DIRECTIONS FOR THIS TASK: Report each line of the data that contains the string "القومي".

Stored dataset items:
********************

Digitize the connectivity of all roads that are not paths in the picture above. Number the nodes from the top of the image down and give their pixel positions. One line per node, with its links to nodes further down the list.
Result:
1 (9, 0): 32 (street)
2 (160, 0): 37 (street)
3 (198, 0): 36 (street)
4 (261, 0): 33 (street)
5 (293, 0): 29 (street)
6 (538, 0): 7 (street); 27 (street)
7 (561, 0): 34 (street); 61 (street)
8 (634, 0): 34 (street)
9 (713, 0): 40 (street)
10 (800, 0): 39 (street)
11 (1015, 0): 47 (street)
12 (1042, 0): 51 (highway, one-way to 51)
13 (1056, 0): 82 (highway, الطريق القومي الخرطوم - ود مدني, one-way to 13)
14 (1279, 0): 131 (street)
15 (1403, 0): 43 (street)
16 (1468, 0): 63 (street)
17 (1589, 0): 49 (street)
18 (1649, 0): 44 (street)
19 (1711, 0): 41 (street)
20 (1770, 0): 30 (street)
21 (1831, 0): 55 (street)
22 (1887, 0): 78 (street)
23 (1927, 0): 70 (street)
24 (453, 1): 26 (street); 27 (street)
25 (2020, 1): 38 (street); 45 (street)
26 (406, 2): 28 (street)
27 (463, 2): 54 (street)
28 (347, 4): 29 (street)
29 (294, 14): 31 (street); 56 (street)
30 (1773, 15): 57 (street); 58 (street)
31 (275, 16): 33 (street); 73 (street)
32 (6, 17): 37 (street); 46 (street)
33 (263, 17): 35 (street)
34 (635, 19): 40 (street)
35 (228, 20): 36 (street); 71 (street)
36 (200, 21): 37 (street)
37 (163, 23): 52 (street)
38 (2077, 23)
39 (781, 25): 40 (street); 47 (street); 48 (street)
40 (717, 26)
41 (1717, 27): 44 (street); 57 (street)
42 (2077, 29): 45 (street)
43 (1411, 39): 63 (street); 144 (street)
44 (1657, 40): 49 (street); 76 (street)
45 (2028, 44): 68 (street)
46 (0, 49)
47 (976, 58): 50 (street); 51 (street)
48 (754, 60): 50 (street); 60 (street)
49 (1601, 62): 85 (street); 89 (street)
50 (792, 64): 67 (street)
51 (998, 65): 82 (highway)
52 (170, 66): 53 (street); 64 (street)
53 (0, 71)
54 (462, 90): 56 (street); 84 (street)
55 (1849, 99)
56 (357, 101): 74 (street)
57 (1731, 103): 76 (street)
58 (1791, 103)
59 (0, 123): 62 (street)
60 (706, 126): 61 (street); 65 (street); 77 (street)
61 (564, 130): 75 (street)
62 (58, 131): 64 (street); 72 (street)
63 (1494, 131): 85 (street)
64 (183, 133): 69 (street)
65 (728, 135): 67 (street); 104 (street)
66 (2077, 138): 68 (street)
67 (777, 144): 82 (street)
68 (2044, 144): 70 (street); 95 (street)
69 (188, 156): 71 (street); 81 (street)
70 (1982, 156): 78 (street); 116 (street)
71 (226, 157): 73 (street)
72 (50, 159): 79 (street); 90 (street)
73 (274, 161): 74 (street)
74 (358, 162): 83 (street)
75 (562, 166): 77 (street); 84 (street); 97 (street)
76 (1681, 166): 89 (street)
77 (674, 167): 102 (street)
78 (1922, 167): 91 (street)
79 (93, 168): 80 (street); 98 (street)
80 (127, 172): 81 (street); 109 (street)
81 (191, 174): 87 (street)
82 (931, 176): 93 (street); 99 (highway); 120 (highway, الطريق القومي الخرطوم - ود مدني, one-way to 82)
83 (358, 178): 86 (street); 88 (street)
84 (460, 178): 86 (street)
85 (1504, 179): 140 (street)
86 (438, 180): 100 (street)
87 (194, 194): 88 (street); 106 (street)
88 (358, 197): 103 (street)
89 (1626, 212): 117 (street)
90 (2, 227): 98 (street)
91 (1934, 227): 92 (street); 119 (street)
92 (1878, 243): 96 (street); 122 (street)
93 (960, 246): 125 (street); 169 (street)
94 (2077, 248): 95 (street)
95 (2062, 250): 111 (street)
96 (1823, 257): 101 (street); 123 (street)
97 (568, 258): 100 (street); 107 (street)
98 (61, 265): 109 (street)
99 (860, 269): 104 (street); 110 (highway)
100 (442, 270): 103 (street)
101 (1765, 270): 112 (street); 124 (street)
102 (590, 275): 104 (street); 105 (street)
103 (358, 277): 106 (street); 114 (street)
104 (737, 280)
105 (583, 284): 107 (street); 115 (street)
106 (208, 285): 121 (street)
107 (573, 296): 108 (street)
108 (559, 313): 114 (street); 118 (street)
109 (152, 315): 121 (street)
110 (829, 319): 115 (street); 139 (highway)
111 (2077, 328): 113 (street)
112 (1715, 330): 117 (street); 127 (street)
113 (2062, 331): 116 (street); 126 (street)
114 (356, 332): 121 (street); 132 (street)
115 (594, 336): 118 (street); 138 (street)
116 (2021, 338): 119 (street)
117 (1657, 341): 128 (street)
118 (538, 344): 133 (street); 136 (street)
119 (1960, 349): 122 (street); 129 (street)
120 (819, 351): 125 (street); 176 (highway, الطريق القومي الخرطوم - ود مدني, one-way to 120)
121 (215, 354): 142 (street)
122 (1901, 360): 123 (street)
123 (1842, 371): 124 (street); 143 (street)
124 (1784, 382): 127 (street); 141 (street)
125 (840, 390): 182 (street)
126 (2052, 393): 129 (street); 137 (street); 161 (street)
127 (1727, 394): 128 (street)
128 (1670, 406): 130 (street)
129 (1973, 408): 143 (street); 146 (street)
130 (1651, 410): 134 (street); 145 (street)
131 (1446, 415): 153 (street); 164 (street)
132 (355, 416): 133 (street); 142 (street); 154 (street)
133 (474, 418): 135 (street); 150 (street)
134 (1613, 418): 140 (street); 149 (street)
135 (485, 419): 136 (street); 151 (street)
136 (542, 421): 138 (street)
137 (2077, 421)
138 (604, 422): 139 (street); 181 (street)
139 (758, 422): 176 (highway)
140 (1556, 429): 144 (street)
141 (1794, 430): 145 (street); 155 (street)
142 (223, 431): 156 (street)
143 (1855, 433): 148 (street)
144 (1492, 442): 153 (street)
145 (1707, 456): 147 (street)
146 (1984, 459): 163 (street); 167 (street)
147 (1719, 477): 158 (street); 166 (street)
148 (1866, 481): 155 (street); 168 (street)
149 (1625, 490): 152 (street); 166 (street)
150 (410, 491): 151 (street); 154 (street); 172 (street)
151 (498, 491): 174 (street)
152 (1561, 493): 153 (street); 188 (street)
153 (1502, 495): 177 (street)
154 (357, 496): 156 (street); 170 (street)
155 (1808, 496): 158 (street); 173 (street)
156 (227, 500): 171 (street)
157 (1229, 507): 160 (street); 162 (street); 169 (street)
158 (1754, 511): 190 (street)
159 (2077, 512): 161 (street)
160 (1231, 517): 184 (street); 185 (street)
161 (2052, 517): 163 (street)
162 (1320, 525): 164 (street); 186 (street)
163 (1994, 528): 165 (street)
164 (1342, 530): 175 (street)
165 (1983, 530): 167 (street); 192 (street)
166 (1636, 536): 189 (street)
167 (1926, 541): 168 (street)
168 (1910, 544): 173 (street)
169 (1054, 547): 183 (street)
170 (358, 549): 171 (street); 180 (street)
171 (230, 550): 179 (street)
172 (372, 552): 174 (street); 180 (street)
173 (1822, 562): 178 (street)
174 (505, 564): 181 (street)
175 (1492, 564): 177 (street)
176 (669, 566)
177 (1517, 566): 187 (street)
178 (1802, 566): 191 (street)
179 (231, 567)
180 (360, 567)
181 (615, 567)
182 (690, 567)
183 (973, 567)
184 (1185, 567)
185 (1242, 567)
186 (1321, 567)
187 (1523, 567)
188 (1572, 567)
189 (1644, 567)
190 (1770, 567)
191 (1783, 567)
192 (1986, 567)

********************

ANSWER TO THIS EXERCISE:
13 (1056, 0): 82 (highway, الطريق القومي الخرطوم - ود مدني, one-way to 13)
82 (931, 176): 93 (street); 99 (highway); 120 (highway, الطريق القومي الخرطوم - ود مدني, one-way to 82)
120 (819, 351): 125 (street); 176 (highway, الطريق القومي الخرطوم - ود مدني, one-way to 120)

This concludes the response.